Wednesday, 25 January 2012: 8:45 AM
Development of An Internally-Calibrated Wide-Band Airborne Microwave Radiometer to Improve Coastal and Enable Over-Land Wet-Tropospheric Correction for SWOT
La Nouvelle A (New Orleans Convention Center )
Steven C. Reising, Colorado State Univ., Fort Collins, CO; and P. Kangaslahti, S. T. Brown, D. E. Dawson, A. Lee, D. Albers, D. J. Hoppe, B. Khayatian, O. Montes, T. C. Gaier, A. B. Tanner, C. Parashare, S. Padmanabhan, X. Bosch-Lluis, K. Gilliam, and S. P. Nelson
Existing sea-surface altimeter missions rely on nadir-viewing, co-located 18-37 GHz microwave radiometers to correct wet-tropospheric path delay errors over oceans. However, realizable space-borne antennas have inherently large surface footprints at these frequencies, leading to large wet path retrieval errors closer than approximately 40 km from the coasts. In this context, the Surface Water and Ocean Topography (SWOT) mission recommended by the National Research Council's Earth Science Decadal Survey has been accelerated in preparation for a 2020 launch. The SWOT radar interferometer will for the first time both improve spatial resolution and broaden the field of view to enable mesoscale ocean measurements, including coastal areas and inland surface water. Therefore, variability of atmospheric water vapor across the swath will adversely affect the accuracy of sea surface altimetry. To reduce these errors, future sea surface altimeters may include high-frequency radiometers along with the current 18-34 GHz Jason-class radiometers to improve retrievals of wet-tropospheric delay in coastal areas and to increase the potential for over-land retrievals. Specifically, high-frequency window channels at 92, 130 and 166 GHz are optimum for wet path delay retrievals in coastal regions. New, high-sensitivity, wide-bandwidth mm-wave radiometers using both window and sounding channels show good potential for over-land wet-path delay retrievals.

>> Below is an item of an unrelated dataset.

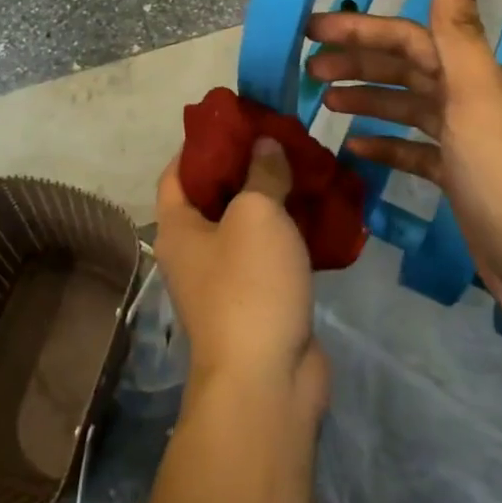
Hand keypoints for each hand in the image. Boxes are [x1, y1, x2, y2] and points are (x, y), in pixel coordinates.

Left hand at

For the past several years, we have developed critical microwave component and receiver technologies to reduce the risk, cost, volume, mass, and development time for high-frequency microwave radiometers. First, we are designing and fabricating low-power, low-mass, small-volume high-frequency (90-170 GHz) radiometers with integrated calibration sources. Three key component technologies under development to achieve these objectives are PIN-diode switches for internal calibration that can be integrated into the receiver front end, high-Excess Noise Ratio (ENR) noise sources and a single, tri-frequency feed horn. These new components are being integrated into a MMIC-based laboratory demonstration radiometer with channels centered at 92, 130 and 166 GHz. This radiometer will serve as a breadboard demonstration by providing realistic mass, volume and power estimates to feed into studies of future altimetry missions, including SWOT.
To demonstrate higher technological readiness for space, we are producing an airborne instrument that combines high-frequency, high-sensitivity window and sounding channel radiometers with low-frequency Jason-class radiometers to provide substantially improved spatial resolution and the potential for multiple fields of view across the SWOT airborne radar's swath. The current airborne instrument development and flight demonstration will (1) assess wet-tropospheric path delay variability on 10-km and smaller spatial scales, (2) demonstrate high-frequency millimeter-wave radiometry using both window and sounding channels to improve both coastal and over-land retrievals of wet-tropospheric path delay, and (3) provide an instrument for calibration and validation in support of the SWOT mission. We will discuss the current status of these component and receiver technologies enabling the transition from research to operations.